Overview
Cesarean delivery (CD) is one of the most commonly performed surgical procedures worldwide, with a rising incidence particularly in high-income countries. Although often life-saving, cesarean delivery carries both short- and long-term maternal risks. Early complications include infection, hemorrhage, and thromboembolism, while inadequate uterine healing can lead to future complications such as uterine rupture and placenta accreta spectrum disorders. Additionally, cesarean scars may result in pregnancy complications, isthmocele formation, postmenstrual bleeding, pelvic pain, and dysmenorrhea. This highlights the need for optimization of the surgical technique. Despite increasing cesarean rates, there is no consensus on the optimal uterine closure method. Techniques vary in terms of the number of layers, suture locking style, and inclusion of the endometrium, and their comparative effectiveness in reducing scar defects remains unclear. Some previous studies have reported increased uterine rupture risk with single-layer locked sutures and better healing with double-layer closure, while others found no significant difference in scar outcomes. This study aims to investigate the effects of single- versus double-layer cesarean scar closure on myometrial thickness and its clinical implications.
Eligibility
Inclusion Criteria:
- Female participants aged 18-44 years.
- Undergoing cesarean delivery at the study hospital's Obstetrics and Gynecology clinic.

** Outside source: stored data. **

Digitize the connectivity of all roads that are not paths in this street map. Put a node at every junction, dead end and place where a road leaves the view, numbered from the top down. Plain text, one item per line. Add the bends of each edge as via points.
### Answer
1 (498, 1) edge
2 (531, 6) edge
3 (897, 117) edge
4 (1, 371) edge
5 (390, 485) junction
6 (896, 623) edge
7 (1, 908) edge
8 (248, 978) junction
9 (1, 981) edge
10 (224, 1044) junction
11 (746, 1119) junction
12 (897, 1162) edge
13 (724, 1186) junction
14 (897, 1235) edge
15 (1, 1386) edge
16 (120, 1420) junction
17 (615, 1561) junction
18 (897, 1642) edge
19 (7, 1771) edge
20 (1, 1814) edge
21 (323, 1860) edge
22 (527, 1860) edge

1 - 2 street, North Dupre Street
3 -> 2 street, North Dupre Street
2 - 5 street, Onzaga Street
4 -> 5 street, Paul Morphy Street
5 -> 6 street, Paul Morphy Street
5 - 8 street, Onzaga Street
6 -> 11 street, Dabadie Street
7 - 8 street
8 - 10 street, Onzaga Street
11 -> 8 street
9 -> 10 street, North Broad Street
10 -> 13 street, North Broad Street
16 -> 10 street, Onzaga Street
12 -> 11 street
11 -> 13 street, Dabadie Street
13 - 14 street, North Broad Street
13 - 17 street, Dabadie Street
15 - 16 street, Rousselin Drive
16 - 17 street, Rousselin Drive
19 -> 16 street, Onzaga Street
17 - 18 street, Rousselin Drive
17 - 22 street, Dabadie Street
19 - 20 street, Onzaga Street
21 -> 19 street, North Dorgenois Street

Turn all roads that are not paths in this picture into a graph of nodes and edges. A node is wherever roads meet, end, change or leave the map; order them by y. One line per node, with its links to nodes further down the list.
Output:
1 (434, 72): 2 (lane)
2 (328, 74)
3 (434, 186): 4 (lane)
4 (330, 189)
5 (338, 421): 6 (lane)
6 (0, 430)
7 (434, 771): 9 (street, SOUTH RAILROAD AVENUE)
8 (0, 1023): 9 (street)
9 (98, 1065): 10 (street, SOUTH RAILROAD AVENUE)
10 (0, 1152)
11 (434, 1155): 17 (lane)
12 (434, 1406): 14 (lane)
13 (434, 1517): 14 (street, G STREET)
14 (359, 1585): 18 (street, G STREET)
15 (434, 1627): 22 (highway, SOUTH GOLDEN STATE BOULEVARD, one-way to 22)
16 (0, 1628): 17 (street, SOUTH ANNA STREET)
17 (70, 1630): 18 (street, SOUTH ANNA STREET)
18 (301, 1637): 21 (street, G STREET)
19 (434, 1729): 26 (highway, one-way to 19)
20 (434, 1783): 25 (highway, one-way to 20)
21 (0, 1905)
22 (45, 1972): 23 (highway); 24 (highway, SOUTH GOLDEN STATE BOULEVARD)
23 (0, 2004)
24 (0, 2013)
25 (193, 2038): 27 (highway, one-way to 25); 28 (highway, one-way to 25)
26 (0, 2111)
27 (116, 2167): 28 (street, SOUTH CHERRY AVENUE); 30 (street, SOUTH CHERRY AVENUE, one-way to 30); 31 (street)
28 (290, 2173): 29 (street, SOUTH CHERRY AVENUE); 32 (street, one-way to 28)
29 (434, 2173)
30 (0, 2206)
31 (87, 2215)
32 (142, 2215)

- Evaluated as clinically eligible based on history, physical examination, abdominal ultrasonography, and routine preoperative laboratory tests, including:
Complete blood count (CBC), biochemical profile, prothrombin time (PT), activated partial thromboplastin time (aPTT), blood group determination. No abnormalities detected in the above assessments.
Exclusion Criteria:
\- Presence of chronic diseases, including: Rheumatologic diseases, renal failure, vascular malformations, hypertension, cardiac disease, diabetes mellitus, obesity, thyroid disease, congenital hematologic disorders.
- Suspected or confirmed placenta previa or placenta accreta spectrum.
- Clinical chorioamnionitis.
- Anterior wall uterine myomas.
- History of low transverse nonstandard uterine incision.
- Predicted obstetric hemorrhage or other intraoperative complications.